Every line below that has the string "from" needs to be copied.
====
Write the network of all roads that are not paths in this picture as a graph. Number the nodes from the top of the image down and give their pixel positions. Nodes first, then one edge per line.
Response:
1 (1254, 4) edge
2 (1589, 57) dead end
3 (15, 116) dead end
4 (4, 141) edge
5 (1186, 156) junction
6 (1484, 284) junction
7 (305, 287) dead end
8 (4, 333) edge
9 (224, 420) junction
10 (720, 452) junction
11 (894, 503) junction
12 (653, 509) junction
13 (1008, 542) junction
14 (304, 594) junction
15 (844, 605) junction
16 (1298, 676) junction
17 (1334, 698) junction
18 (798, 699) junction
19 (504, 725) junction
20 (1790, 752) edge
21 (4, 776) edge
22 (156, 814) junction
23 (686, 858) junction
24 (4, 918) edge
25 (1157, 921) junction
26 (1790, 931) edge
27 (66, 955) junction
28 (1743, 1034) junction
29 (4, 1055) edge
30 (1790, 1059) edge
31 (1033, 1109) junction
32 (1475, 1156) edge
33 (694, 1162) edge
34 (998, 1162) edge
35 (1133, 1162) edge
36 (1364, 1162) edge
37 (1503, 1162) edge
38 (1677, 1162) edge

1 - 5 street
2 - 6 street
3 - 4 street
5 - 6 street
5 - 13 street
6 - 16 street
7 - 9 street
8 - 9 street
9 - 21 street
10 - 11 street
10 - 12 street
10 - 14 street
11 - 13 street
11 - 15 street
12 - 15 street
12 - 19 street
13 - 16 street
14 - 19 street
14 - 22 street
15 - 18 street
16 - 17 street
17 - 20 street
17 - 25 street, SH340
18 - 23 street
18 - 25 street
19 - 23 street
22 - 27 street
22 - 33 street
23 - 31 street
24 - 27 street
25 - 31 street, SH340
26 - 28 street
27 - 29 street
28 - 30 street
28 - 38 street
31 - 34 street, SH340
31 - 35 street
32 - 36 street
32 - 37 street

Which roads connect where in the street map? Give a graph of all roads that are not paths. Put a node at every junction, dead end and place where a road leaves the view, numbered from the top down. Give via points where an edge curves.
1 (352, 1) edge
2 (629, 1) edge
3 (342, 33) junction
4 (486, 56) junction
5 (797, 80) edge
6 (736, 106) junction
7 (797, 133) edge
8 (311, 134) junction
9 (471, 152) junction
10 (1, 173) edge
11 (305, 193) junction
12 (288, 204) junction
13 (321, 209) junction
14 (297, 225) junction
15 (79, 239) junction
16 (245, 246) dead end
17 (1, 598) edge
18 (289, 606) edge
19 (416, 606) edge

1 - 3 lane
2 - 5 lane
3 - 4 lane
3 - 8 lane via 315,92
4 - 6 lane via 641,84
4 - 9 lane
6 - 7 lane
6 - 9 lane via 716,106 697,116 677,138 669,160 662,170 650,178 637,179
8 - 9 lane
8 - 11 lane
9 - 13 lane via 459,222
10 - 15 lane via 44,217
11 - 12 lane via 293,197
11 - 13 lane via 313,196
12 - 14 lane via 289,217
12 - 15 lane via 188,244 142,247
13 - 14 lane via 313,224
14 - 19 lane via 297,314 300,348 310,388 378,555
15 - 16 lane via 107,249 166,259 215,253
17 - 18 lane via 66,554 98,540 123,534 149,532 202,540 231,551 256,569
====
[FINISHED TASK]
Write the network of all roads that are not paths in this picture as a graph. Number the nodes from the top of the image down and give their pixel positions. Nodes first, then one edge per line.
Which roads connect where in the street map? Give a graph of all roads that are not paths. Put a node at every junction, dead end and place where a road leaves the view, numbered from the top down. Give via points where an edge curves.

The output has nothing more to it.